Early in November 1911, as Koombana steamed south from Shark Bay to Geraldton, her chief steward, Frank Johnson, entered the bakehouse. He allegedly abused, and broke a loaf of bread over the head of, the young baker, a German named Edwin Albrecht. After Koombana arrived in Fremantle, Albrecht summoned Johnson to the Fremantle Police Court for using insulting and abusive language towards him, but at the hearing on 10 November 1911, Resident Magistrate Dowley dismissed the summons, and ordered that neither party pay the other's costs.

By that time, Albrecht had gained the sympathy of Koombanas crew. At a meeting of the Seamen's Union of Australia held in Fremantle the same evening, a large majority of the 60 members present, including representatives from other ships, decided that Koombanas crew should not resume work until the chief steward was removed from the ship. The decision was immediately conveyed to Captain Allen and the acting manager of the Adelaide Steamship Company, Mr AE Lewis.

Koombanas agents responded by deciding on 11 November 1911 to delay her next departure indefinitely. That day, the postal authorities were told that the mail contract would have to be suspended for the time being, and 16 firemen were paid off. Subsequently, the general secretary of the Firemen and Seamen's Union, Mr Cooper, telegrammed the crew from Sydney advising them to resume work, to avoid seriously jeopardising a case before the Arbitration Court in the eastern states.

On 17 November 1911, the recently elected new Premier, John Scaddan, intervened in the dispute, at the request of Labor Senators. He sent a delegation of two State MPs to a mass meeting of the union in Fremantle.
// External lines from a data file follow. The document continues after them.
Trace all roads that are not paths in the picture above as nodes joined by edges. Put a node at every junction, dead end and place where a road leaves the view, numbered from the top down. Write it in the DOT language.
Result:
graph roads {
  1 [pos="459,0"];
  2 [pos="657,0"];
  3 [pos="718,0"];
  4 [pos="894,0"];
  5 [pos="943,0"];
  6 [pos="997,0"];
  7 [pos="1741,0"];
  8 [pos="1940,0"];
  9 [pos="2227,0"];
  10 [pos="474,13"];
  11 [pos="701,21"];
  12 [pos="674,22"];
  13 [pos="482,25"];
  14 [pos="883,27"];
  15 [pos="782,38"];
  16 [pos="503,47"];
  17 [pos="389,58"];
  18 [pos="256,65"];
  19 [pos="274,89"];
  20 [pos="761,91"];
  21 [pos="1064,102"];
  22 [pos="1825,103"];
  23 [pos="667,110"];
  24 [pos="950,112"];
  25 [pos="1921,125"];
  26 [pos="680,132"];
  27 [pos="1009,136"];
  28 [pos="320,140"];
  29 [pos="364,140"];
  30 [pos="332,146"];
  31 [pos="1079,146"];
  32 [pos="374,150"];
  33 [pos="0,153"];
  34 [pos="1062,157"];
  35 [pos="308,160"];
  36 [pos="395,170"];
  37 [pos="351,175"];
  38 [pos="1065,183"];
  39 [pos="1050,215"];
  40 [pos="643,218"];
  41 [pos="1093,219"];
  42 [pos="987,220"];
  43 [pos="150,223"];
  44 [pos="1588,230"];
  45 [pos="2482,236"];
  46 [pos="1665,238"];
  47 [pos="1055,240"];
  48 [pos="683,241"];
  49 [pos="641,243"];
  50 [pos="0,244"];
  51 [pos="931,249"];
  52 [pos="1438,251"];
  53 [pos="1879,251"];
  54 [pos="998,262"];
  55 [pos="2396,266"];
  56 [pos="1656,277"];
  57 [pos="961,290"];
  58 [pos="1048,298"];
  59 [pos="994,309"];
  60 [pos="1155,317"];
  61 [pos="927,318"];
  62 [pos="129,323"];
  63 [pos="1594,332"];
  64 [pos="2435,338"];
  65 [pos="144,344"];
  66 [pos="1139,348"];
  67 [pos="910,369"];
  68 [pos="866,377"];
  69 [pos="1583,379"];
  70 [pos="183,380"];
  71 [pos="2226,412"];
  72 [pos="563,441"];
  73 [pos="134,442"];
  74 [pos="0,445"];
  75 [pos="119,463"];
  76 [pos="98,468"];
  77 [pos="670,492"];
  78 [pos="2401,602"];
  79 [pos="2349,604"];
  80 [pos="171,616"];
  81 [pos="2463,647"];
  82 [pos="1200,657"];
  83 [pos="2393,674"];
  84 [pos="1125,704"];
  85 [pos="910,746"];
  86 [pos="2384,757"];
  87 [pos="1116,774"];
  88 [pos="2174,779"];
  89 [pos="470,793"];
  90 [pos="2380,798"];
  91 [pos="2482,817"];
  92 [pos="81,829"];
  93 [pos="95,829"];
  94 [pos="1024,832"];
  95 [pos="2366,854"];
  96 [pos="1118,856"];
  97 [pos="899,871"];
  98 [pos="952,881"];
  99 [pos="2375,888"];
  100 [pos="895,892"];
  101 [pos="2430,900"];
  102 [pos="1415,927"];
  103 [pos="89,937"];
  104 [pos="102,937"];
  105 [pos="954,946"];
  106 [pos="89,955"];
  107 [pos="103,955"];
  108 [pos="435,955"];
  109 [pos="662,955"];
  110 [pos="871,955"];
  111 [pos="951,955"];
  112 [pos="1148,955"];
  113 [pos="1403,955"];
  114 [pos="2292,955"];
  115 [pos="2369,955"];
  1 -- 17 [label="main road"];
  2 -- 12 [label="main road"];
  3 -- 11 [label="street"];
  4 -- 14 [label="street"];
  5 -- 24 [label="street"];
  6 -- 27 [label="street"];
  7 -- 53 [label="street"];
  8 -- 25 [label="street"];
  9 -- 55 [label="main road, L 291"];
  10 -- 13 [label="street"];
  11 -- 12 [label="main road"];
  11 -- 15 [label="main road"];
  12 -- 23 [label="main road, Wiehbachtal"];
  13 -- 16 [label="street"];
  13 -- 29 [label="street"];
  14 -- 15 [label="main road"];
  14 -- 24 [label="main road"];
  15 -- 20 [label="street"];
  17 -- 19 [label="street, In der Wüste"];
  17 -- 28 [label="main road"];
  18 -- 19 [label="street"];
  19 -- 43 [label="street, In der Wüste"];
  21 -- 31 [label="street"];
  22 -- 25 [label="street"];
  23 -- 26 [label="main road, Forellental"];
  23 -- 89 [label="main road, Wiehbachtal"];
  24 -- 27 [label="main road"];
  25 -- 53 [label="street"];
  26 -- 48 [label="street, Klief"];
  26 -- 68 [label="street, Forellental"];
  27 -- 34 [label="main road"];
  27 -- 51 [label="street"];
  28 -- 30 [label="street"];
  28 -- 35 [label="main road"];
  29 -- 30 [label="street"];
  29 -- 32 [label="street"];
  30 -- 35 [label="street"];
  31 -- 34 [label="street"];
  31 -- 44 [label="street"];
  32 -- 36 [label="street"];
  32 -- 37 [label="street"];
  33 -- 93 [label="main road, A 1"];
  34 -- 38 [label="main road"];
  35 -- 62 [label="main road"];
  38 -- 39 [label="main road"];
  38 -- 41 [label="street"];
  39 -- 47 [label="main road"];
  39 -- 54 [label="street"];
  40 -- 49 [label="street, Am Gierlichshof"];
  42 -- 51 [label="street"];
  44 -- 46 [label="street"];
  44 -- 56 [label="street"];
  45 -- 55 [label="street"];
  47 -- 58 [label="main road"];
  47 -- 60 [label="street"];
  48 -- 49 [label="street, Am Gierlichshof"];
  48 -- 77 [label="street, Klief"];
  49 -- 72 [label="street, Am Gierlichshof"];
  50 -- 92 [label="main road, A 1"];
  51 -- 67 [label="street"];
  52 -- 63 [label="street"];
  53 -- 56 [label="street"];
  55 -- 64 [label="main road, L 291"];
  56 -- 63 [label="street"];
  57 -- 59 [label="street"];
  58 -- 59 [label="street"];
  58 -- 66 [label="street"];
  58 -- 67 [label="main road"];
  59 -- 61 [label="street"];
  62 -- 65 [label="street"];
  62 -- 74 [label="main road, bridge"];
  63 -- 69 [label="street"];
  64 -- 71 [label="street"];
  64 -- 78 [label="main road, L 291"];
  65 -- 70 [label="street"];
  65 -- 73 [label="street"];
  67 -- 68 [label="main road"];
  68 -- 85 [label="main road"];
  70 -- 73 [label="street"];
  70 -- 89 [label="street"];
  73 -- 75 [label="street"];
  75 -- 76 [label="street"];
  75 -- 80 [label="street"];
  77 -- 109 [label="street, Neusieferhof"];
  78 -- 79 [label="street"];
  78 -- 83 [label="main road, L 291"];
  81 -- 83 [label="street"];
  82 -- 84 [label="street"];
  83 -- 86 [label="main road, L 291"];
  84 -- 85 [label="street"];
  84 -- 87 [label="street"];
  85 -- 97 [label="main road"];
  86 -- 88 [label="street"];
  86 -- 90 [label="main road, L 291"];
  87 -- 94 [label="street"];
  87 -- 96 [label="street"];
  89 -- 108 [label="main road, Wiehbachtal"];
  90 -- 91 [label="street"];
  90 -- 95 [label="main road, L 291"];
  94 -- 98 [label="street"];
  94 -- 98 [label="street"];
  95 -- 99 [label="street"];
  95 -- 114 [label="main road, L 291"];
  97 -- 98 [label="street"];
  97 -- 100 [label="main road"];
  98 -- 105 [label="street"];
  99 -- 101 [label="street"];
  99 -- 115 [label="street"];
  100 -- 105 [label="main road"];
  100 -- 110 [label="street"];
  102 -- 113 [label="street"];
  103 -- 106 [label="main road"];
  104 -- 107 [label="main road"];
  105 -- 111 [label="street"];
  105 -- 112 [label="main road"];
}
The two MPs urged the crew to return to work, on the understanding that an investigation of their complaints would be made. The delegation, together with two union representatives, then met Captain Allen and the acting manager at the company's office. The company promised a thorough investigation into the grievances. Captain Allen guaranteed that food supplies would be of good quality and quantity, and that the chief steward should treat the firemen with respect. But after the delegation had reported back to the mass meeting, the members present voted overwhelmingly not to go back aboard, unless the chief steward was transferred to another ship.

Further negotiations followed between Mr Moxon, the WA general manager of the company, and the protesting firemen. Mr Moxon claimed that it would be an act of persecution to dismiss the chief steward without an inquiry being held into the allegations against him. However, the firemen were unmoved. At the request of Senator Guthrie, the general secretary of the Firemen and Seamen's Union in Melbourne, Mr Moxon then broke off the negotiations. Meanwhile, Senator Guthrie arranged for a fresh crew of 16 men, accompanied by two executive officers, to travel from Melbourne to Adelaide by express train, and from Adelaide to Fremantle by steamship.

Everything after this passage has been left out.